[Data listing Boundary: Start]

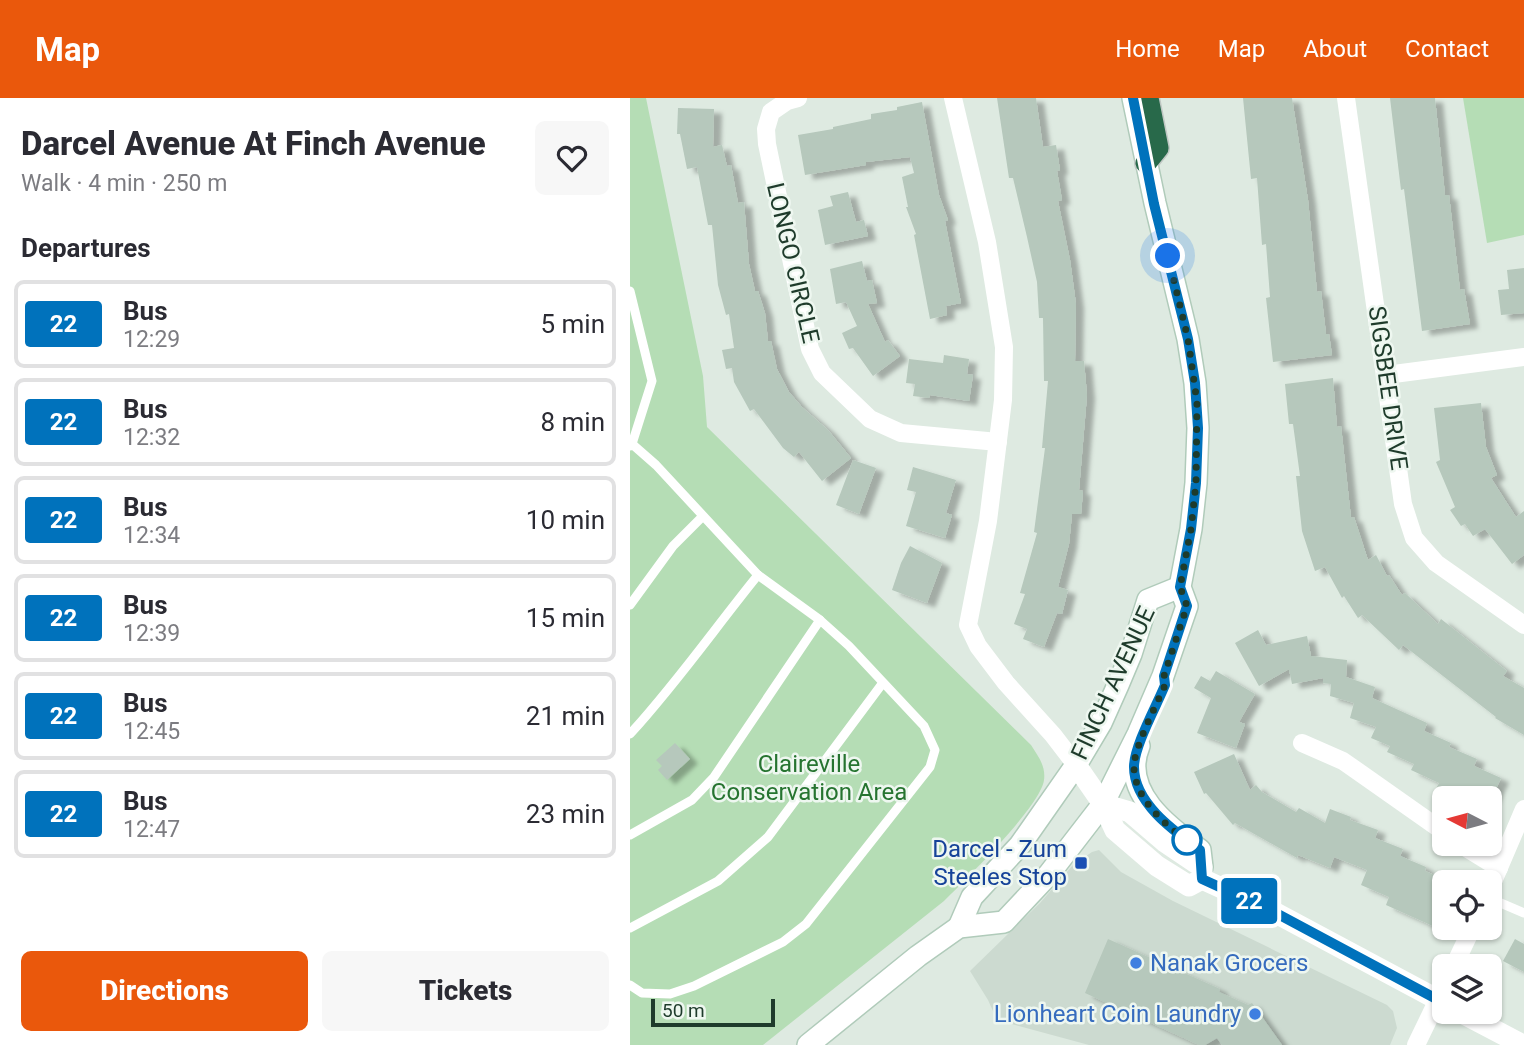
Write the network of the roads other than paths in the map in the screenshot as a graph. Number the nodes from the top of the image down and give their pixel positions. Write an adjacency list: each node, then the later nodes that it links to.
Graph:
1 (798, 98): 10 (street, LONGO CIRCLE)
2 (953, 98): 10 (street)
3 (1133, 98): 6 (main road, FINCH AVENUE)
4 (1148, 98): 6 (highway)
5 (1346, 98): 9 (street, SIGSBEE DRIVE)
6 (1146, 163): 14 (main road, FINCH AVENUE)
7 (630, 291): 11 (lane)
8 (1524, 357): 9 (street)
9 (1386, 376): 17 (street, SIGSBEE DRIVE)
10 (998, 442): 22 (street)
11 (631, 445): 12 (lane)
12 (702, 517): 13 (lane); 15 (lane)
13 (758, 575): 16 (lane); 20 (lane)
14 (1180, 587): 18 (main road, FINCH AVENUE); 22 (main road, FINCH AVENUE)
15 (630, 605)
16 (820, 620): 19 (lane); 26 (lane)
17 (1524, 625)
18 (1164, 676): 23 (main road, FINCH AVENUE); 29 (main road)
19 (882, 684): 33 (lane); 34 (lane)
20 (630, 734)
21 (1302, 743): 25 (street)
22 (1076, 765): 23 (main road); 32 (main road, FINCH AVENUE)
23 (1103, 804): 29 (main road); 32 (main road, FINCH AVENUE)
24 (1524, 809): 28 (street)
25 (1432, 824)
26 (630, 835)
27 (1480, 856): 28 (street)
28 (1499, 868)
29 (1202, 873): 35 (main road)
30 (1502, 904): 31 (lane)
31 (1524, 913)
32 (959, 927): 38 (main road, FINCH AVENUE)
33 (630, 928)
34 (630, 985)
35 (1432, 992)
36 (1432, 1015): 39 (street)
37 (1483, 1024): 40 (main road)
38 (808, 1045)
39 (1416, 1045)
40 (1523, 1045)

[Data listing Boundary: End]

— Your objective —
Sift through the material above and copy the lines that contain the word "main".

— Solved problem —
3 (1133, 98): 6 (main road, FINCH AVENUE)
6 (1146, 163): 14 (main road, FINCH AVENUE)
14 (1180, 587): 18 (main road, FINCH AVENUE); 22 (main road, FINCH AVENUE)
18 (1164, 676): 23 (main road, FINCH AVENUE); 29 (main road)
22 (1076, 765): 23 (main road); 32 (main road, FINCH AVENUE)
23 (1103, 804): 29 (main road); 32 (main road, FINCH AVENUE)
29 (1202, 873): 35 (main road)
32 (959, 927): 38 (main road, FINCH AVENUE)
37 (1483, 1024): 40 (main road)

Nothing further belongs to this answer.